Dual-action peptide shuttles rescue Cu-amyloid-Β-induced neurotoxicity and relocate Cu intracellularly

Abstract

Alzheimer’s disease (AD) remains the most prevalent neurodegenerative disease characterized by intracellular neurofibrillary tangles of Tau protein and extracellular senile plaques build on Amyloid-β (Aβ) peptides. The latter result from an abnormal processing of Amyloid Precursor Protein (APP) leading to its accumulation in plaques. Ex vivo analyses of AD patients’ brains show an abnormally elevated concentration of metals including Cu, Zn and Fe within these plaques. Altered Cu levels have also been reported in brain regions most affected in AD. These modifications are often accompanied by reduced neuronal Cu levels and by an increased pool of extracellular labile Cu, which in turn promotes reactive oxygen species (ROS) formation. To counteract this Cu dyshomeostasis and limit Cu-Aβ-induced extracellular ROS generation, we designed and synthesized two Cu(II)-selective peptide shuttles based on kinetically optimized ATCUN sequences for fast Cu(II) extraction out of Aβ: DapHH-αR5W4^NBD and HDapH-αR5W4^NBD. They were also equipped with a fluorophore that showed a very strong response to Cu(II)-binding and release.
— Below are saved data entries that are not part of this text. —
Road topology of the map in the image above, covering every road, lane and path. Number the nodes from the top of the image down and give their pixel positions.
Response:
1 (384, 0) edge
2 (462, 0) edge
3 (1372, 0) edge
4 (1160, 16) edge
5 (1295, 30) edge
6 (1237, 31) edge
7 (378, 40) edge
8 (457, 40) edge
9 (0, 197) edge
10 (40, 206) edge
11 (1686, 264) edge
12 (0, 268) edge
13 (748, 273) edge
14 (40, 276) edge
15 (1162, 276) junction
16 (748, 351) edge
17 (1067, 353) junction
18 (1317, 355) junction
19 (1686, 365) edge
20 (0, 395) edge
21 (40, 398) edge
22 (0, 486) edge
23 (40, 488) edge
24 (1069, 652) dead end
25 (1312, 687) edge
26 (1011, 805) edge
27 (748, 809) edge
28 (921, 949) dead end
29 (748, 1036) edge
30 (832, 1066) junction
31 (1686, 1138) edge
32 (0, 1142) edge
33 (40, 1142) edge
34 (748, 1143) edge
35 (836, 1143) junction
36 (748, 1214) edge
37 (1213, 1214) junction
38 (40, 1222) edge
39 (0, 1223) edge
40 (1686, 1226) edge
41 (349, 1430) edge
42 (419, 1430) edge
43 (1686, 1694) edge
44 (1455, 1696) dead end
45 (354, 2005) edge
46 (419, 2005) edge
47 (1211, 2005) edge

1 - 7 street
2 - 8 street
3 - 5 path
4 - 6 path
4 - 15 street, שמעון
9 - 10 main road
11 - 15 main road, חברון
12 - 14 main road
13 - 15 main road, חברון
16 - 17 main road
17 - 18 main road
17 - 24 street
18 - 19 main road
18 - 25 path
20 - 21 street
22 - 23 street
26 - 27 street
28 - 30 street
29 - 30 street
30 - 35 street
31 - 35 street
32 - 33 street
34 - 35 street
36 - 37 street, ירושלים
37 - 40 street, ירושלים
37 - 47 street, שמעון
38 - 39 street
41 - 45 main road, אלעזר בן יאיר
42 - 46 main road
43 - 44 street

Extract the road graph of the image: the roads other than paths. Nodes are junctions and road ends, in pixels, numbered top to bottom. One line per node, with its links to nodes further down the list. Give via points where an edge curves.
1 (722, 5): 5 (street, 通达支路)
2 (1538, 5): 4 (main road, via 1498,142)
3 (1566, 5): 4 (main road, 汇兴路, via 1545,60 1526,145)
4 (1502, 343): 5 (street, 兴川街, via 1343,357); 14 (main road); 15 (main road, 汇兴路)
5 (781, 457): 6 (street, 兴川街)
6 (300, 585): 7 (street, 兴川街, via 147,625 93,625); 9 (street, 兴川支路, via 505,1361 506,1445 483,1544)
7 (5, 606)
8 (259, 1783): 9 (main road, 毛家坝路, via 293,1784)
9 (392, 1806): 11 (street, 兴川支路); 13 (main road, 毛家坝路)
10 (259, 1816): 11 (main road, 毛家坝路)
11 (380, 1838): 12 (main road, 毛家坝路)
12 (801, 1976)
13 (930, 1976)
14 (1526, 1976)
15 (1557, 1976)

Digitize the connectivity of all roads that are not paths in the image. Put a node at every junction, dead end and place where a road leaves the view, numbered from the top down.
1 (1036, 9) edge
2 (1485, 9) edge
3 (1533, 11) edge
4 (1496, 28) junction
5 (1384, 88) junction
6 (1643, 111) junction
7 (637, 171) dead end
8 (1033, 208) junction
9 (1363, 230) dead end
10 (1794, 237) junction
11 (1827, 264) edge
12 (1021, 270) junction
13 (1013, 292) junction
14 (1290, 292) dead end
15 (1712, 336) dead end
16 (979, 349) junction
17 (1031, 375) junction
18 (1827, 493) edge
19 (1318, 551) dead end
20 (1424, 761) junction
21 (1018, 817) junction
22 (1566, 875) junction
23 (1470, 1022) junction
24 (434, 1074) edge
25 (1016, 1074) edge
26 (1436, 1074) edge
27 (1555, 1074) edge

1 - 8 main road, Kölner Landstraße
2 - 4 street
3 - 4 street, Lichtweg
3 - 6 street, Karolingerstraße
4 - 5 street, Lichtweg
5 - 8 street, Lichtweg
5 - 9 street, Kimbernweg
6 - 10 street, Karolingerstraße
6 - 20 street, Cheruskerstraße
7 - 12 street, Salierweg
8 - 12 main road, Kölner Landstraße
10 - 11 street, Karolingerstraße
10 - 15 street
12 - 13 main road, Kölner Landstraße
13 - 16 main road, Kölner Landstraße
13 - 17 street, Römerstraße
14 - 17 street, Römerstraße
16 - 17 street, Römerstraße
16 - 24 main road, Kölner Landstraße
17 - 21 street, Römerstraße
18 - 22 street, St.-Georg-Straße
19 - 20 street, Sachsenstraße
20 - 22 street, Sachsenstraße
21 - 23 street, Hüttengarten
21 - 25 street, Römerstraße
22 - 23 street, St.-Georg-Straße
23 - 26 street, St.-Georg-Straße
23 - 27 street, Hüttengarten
Interestingly, these two Cu(II) shuttles displayed a dual mode of action. They promptly retrieve Cu from extracellular Aβ, stop the associated ROS formation, and hence protect both cell culture models and organotypic hippocampal slices (OHSCs) from Cu(Aβ)-induced neurotoxicity. Moreover, these shuttles import and redistribute bioavailable Cu inside cells with a sequence-dependent kinetics.